Two nights ago, I had trouble getting to sleep because of my first case of real and actual jet lag. I was laying in bed, listening to the neighbors play Madonna through the walls, and suddenly I felt a little bit feverish. I had been tired only 10 minutes earlier, and now I couldn’t even quietly lie down. My stomach felt heavy, like my dinner was just sitting in my stomach. Crazy thoughts started to go through my head, and somehow I kept coming back to the idea of how much fun it would be to work as a barback. I thought that I was delirious with food poisoning.
Perhaps it was the four cups of coffee that morning. Maybe all the wine, bread, and cheese. Hard to say.
The next morning, I decided that I would try to shift my schedule to be more in line with California. I doubt it really helped, but I took advantage of the expected late day to head to Musee d’Orsay in the morning.
The museum opened at 9:30. I got to work around that time, then walked to the museum, starting down the street from the big church past the other big church, where Napoleon had himself painted into the fresco behind the cross, down to the obelisk that was a “gift” from Egypt, and over the bridge to the Left Bank towards the Museum of the Legion of Honor, and then next door.
At 9:50 or so, I got into line, and it was already 7 or 8 lines deep.
The woman in front of me said, in English, “It says in the guide book they stop selling tickets at 17:45. I hope they don’t run out soon!”
Idiot.
Her son, a 14 or 15 year old boy, continually held up the line as tries to finish up a game on his gold Dolce & Gabbana cell phone. It seemed excessive to me, but then I noticed the Diesel shoes. I suppose that brand has really gone down in quality and exclusivity lately, so I’m still unimpressed. The jeans, though. G-Star Raw. I thought that was mostly a gay/hipster SF thing, but maybe I was wrong. That’s when I noticed the gold tinted Versace glasses. His mother may have been an idiot — can’t subtract 12 from 17!! — but she at least seemed like she could be nice. This kid though.
I did not like this kid. I considered heading back to work.
But, I was on vacation. For the moment. I took a deep breath and waited my turn in line, carefully staying behind, but not too close to, the spoiled Americans. Eventually I made it into the museum.
And, it was pretty great. The museum is a converted train station, so it’s kept some of the architectural elements that identify it as one. The ceiling is arched, and the central entryway is filled with classical sculptures, some of classical Gods and figures, Napoleon, and nudes. Musee d’Orsay picks up where the Louvre ends, in the early 1800s to the early 1900s, and it has some of the most famous impressionist pieces in the world.
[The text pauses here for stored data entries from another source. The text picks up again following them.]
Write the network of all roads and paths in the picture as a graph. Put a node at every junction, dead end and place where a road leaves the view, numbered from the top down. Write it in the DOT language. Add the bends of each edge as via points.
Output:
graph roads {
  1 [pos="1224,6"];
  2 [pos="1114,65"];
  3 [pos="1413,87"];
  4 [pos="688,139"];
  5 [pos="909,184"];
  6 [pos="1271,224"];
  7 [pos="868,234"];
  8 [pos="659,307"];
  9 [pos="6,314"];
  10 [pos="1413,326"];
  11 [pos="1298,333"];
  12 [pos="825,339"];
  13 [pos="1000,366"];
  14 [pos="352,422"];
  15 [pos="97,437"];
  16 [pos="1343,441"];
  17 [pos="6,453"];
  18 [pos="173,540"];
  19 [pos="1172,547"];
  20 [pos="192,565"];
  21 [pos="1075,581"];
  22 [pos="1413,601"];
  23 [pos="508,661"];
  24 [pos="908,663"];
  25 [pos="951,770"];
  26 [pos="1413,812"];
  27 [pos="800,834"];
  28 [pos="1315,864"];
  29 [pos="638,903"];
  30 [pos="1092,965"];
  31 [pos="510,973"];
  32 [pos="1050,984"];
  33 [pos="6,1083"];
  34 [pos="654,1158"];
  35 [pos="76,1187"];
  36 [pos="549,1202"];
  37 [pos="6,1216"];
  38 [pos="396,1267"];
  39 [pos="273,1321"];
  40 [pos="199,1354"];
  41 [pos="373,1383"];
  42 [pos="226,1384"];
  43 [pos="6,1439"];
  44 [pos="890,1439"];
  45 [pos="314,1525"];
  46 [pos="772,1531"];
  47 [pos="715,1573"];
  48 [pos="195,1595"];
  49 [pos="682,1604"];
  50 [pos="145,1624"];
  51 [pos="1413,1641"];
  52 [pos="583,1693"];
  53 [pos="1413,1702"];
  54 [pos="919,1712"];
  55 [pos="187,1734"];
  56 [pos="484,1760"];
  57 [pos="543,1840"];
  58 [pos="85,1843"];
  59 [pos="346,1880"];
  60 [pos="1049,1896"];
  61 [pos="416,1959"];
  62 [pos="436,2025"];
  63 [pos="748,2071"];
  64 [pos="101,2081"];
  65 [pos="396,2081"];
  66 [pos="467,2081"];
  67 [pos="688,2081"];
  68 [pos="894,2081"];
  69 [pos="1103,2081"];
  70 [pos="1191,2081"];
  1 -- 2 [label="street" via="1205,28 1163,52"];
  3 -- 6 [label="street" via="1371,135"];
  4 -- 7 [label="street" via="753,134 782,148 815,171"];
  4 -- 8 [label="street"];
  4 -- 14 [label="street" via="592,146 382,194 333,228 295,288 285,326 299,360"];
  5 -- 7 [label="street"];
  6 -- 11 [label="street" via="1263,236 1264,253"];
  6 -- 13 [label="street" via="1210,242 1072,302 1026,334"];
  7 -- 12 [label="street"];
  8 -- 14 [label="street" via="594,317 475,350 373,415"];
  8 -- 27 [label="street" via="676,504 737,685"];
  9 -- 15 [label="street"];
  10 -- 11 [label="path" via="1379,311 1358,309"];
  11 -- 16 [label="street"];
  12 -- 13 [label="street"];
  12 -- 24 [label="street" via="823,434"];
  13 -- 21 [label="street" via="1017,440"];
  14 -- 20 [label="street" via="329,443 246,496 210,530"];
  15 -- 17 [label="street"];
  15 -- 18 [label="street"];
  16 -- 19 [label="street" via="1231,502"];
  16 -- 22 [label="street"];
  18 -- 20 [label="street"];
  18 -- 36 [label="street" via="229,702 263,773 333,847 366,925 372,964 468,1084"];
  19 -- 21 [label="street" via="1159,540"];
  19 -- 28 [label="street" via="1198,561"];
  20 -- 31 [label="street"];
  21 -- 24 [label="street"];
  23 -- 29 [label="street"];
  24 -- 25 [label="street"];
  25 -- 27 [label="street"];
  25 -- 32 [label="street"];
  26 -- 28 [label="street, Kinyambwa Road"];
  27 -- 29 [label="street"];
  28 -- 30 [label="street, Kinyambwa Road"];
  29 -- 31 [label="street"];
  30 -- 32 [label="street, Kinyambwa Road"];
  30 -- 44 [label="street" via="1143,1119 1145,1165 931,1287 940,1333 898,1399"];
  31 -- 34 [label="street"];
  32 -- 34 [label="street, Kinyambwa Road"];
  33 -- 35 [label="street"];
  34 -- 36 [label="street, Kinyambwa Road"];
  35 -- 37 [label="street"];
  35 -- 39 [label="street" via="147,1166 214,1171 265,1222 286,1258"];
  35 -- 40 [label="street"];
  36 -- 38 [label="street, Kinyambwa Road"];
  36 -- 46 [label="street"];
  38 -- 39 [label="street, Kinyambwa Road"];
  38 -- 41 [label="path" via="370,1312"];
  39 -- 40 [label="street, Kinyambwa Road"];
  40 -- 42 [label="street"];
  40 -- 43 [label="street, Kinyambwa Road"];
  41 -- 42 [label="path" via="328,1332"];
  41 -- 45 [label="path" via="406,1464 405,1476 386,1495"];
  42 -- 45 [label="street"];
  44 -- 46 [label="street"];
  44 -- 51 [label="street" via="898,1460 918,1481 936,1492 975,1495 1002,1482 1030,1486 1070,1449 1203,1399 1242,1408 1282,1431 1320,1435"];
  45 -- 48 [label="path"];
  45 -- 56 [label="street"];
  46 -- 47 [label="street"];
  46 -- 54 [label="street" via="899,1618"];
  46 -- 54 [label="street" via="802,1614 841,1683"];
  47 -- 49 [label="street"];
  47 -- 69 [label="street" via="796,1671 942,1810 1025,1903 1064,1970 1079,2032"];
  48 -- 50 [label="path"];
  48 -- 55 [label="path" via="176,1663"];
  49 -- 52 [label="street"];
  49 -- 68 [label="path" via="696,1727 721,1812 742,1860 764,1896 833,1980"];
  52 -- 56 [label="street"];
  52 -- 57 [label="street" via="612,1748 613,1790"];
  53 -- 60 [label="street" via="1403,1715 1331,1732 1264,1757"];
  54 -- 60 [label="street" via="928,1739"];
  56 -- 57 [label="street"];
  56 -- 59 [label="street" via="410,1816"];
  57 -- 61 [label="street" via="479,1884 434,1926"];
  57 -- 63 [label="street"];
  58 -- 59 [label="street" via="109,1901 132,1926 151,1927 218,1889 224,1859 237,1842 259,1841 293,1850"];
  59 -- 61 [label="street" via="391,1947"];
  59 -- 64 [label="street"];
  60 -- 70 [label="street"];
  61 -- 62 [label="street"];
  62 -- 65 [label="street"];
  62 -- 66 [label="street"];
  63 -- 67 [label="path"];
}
Van Gogh, Manet, Monet, Sisly, Pissarro, Cezanne, Toulouse-Latrec, Degas, Boudin, Rodin, and many others. It’s shocking to turn a corner in a gallery and see Van Gogh’s Starry Night over the Rhone ahead. Head downstairs and see Manet’s Olympia. They look better in person, where the texture of the paint and scale of the painting add something that you can’t capture in a print. Dare I say, aura?
After that, it’s back to work. I stop outside and order a “Caesar Tortilla,” then head across the bridge to the Right Bank and through the park next to the palace by the fountain up past the church towards the other church.
I slept well the next night.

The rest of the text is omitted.